* _EXERCISE PROMPT_: Set down each line of the data below exactly as it stands, dropping the pictures.

[[ DATA PROVIDED open ]]

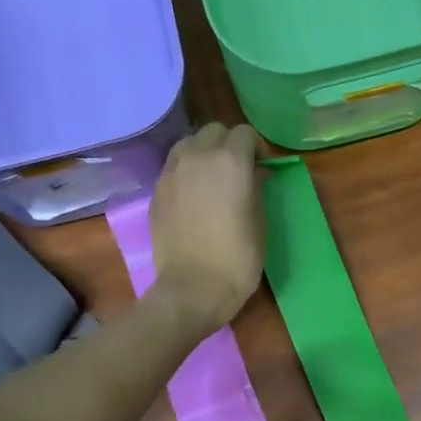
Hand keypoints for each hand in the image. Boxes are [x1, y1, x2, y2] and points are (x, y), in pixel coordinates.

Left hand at [151, 123, 264, 333]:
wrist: (192, 289)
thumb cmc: (236, 259)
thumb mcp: (260, 222)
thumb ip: (256, 189)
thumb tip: (254, 174)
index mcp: (230, 161)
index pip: (245, 134)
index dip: (257, 147)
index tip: (263, 166)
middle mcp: (197, 157)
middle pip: (214, 131)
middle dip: (229, 143)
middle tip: (239, 168)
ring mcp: (172, 173)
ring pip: (188, 144)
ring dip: (204, 152)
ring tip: (213, 177)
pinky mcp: (157, 192)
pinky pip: (174, 168)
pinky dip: (186, 171)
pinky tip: (194, 195)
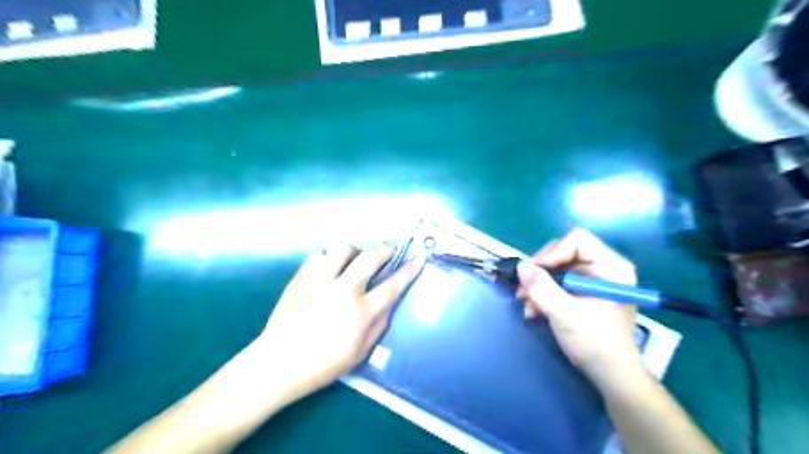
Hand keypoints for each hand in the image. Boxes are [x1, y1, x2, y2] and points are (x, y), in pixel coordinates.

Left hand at [257, 244, 422, 401]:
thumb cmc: (323, 364)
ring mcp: (319, 281)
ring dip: (355, 251)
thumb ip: (380, 324)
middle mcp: (342, 291)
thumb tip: (389, 302)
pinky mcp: (300, 277)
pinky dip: (329, 257)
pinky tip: (330, 268)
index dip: (409, 270)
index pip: (392, 286)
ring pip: (343, 249)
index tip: (419, 258)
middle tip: (390, 250)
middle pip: (370, 258)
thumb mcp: (361, 352)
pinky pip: (319, 254)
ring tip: (355, 261)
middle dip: (386, 249)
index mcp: (360, 313)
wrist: (278, 363)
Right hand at [519, 228, 645, 387]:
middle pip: (563, 252)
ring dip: (537, 284)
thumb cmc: (595, 343)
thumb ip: (541, 288)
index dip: (553, 252)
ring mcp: (591, 279)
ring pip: (556, 267)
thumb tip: (521, 266)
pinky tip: (533, 310)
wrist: (609, 374)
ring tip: (526, 304)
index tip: (536, 273)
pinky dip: (542, 293)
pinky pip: (556, 281)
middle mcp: (603, 267)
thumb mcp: (565, 314)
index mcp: (611, 267)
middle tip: (524, 290)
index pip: (578, 240)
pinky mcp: (582, 291)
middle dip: (541, 271)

[[ DATA PROVIDED closed ]]

* _PROBLEM SOLUTION_:
Hand keypoints for each hand in the image. Boxes are [x1, y1, x2, y2] and points are (x, y), in pixel coordinates.

Left hand at [151, 123, 264, 333]:
wrist: (192, 289)
thumb cmc: (236, 259)
thumb mcp: (260, 222)
thumb ip: (256, 189)
thumb tip: (254, 174)
index mcp: (230, 161)
index pip: (245, 134)
index dip: (257, 147)
index tip: (263, 166)
middle mcp: (197, 157)
middle pip: (214, 131)
middle dip: (229, 143)
middle tip: (239, 168)
ring mcp: (172, 173)
ring pip: (188, 144)
ring dip: (204, 152)
ring tip: (213, 177)
pinky mcp: (157, 192)
pinky pip: (174, 168)
pinky dip: (186, 171)
pinky tip: (194, 195)
Hand keypoints for each hand in the image. Boxes are [x1, y1, x2, y2] and points are (x, y), in pixel coordinates.

Left hand at [257, 244, 422, 401]:
thumb cmc: (323, 364)
ring mcp: (319, 281)
ring dip: (355, 251)
thumb ip: (380, 324)
middle mcp: (342, 291)
thumb tip: (389, 302)
pinky mcp: (300, 277)
pinky dip: (329, 257)
pinky tip: (330, 268)
index dip: (409, 270)
index pip: (392, 286)
ring pip: (343, 249)
index tip: (419, 258)
middle tip: (390, 250)
middle pip: (370, 258)
thumb mcp: (361, 352)
pinky pip: (319, 254)
ring tip: (355, 261)
middle dip: (386, 249)
index mcp: (360, 313)
wrist: (278, 363)
Right hand at [519, 228, 645, 387]:
middle pip: (563, 252)
ring dip: (537, 284)
thumb cmc: (595, 343)
thumb ip: (541, 288)
index dip: (553, 252)
ring mcp: (591, 279)
ring pip: (556, 267)
thumb tip: (521, 266)
pinky tip: (533, 310)
wrist: (609, 374)
ring tip: (526, 304)
index tip: (536, 273)
pinky dip: (542, 293)
pinky pip: (556, 281)
middle mcp: (603, 267)
thumb mcp: (565, 314)
index mcp: (611, 267)
middle tip: (524, 290)
index pip: (578, 240)
pinky mcp: (582, 291)
middle dip: (541, 271)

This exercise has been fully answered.